◆ What you should do
Report each line of the data that contains the string "pinky".

(Body or hand keypoint data)
* * *

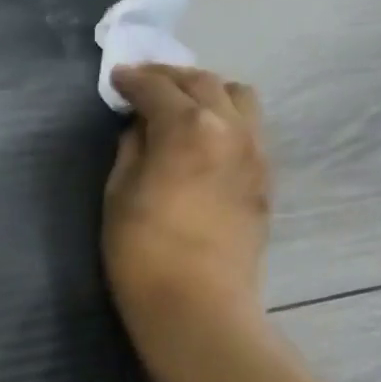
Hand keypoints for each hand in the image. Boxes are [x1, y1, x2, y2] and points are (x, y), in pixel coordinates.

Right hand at [103, 64, 270, 336]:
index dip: (133, 80)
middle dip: (170, 77)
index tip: (116, 79)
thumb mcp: (118, 196)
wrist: (197, 304)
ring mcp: (255, 152)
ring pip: (239, 97)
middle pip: (203, 82)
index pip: (158, 88)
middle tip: (144, 83)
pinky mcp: (265, 178)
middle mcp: (230, 128)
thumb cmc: (142, 252)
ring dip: (207, 91)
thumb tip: (141, 129)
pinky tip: (203, 137)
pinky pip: (249, 128)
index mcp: (188, 128)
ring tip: (181, 105)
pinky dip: (225, 117)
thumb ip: (131, 151)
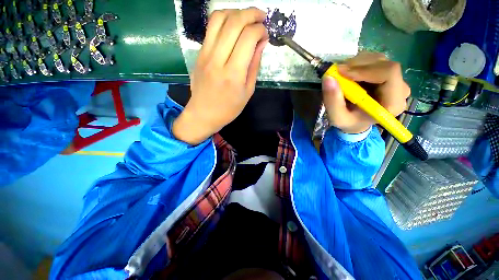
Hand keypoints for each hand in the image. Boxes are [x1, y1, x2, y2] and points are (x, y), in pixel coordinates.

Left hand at [173, 8, 268, 144]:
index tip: (265, 34)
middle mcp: (218, 60)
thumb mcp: (248, 92)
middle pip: (234, 22)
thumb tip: (261, 43)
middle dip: (251, 14)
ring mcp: (205, 54)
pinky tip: (232, 26)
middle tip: (261, 17)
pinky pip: (210, 28)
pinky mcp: (199, 53)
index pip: (248, 38)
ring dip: (236, 12)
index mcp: (234, 74)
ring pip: (219, 19)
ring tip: (246, 18)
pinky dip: (224, 20)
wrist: (204, 114)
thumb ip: (254, 66)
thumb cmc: (229, 109)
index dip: (260, 30)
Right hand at [322, 52, 410, 133]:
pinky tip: (348, 73)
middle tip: (337, 72)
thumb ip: (332, 101)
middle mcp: (400, 88)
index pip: (389, 73)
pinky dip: (357, 63)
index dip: (365, 69)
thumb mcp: (337, 118)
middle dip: (357, 65)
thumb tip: (328, 78)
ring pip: (378, 59)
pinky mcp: (387, 73)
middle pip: (383, 64)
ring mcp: (395, 79)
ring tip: (341, 75)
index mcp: (392, 103)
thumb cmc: (349, 122)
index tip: (342, 73)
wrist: (356, 121)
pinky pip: (374, 60)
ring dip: (356, 63)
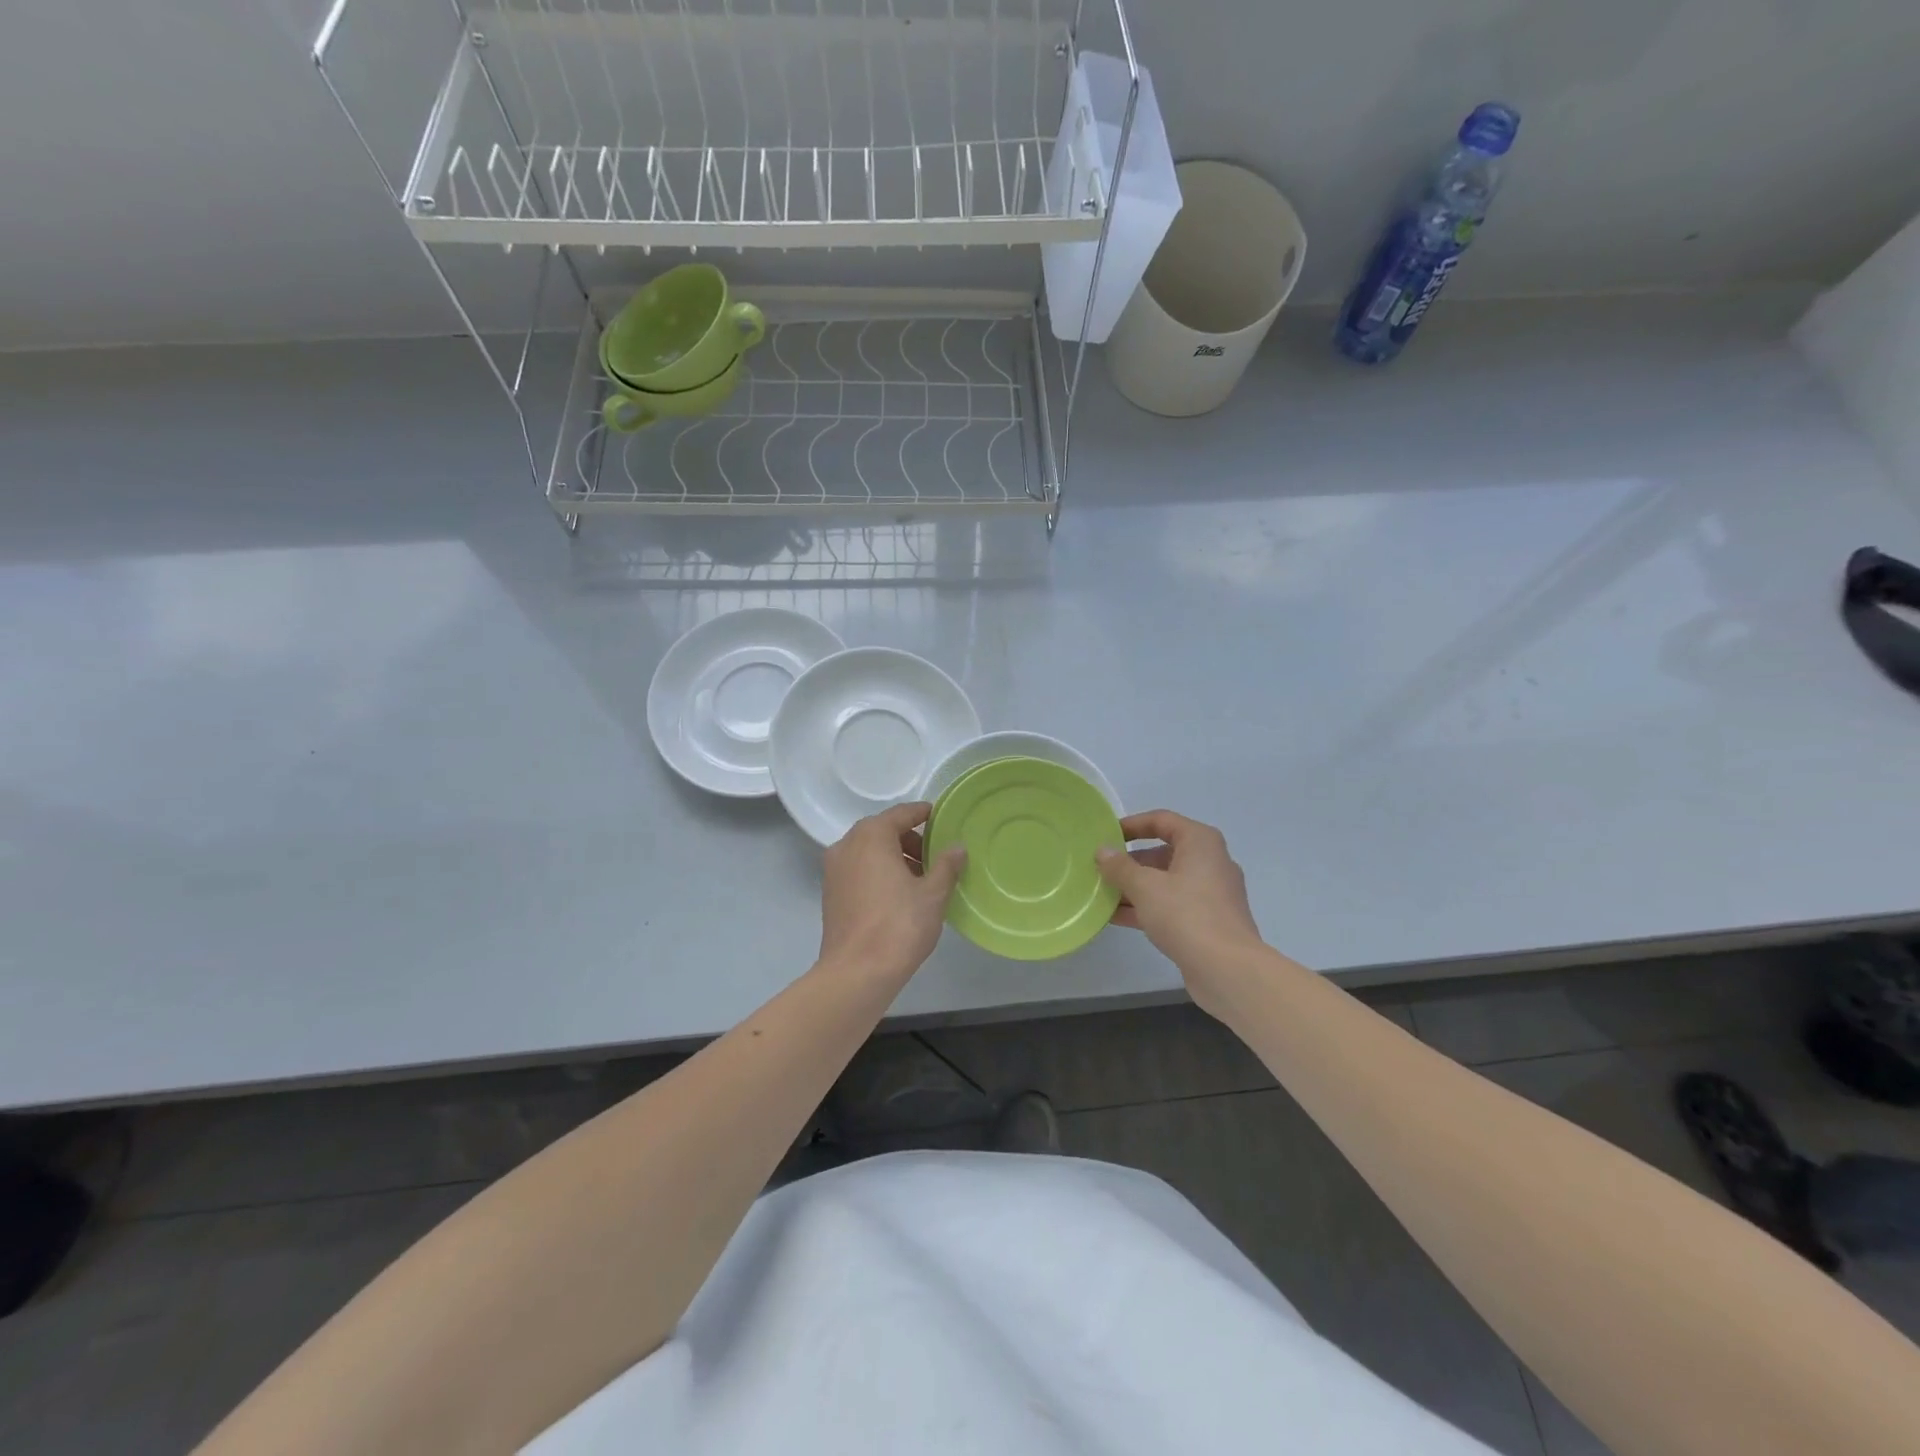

* * *

◆ Result for this task
pinky mcp: (265, 178)
pinky tip: (203, 137)
pinky pip: (249, 128)
pinky dip: (225, 117)
pinky tip: (232, 26)
pinky pip: (210, 28)
pinky mcp: (199, 53)
pinky dip: (224, 20)
pinky tip: (348, 73)
pinky dip: (357, 63)
pinky mcp: (387, 73)
pinky pip: (374, 60)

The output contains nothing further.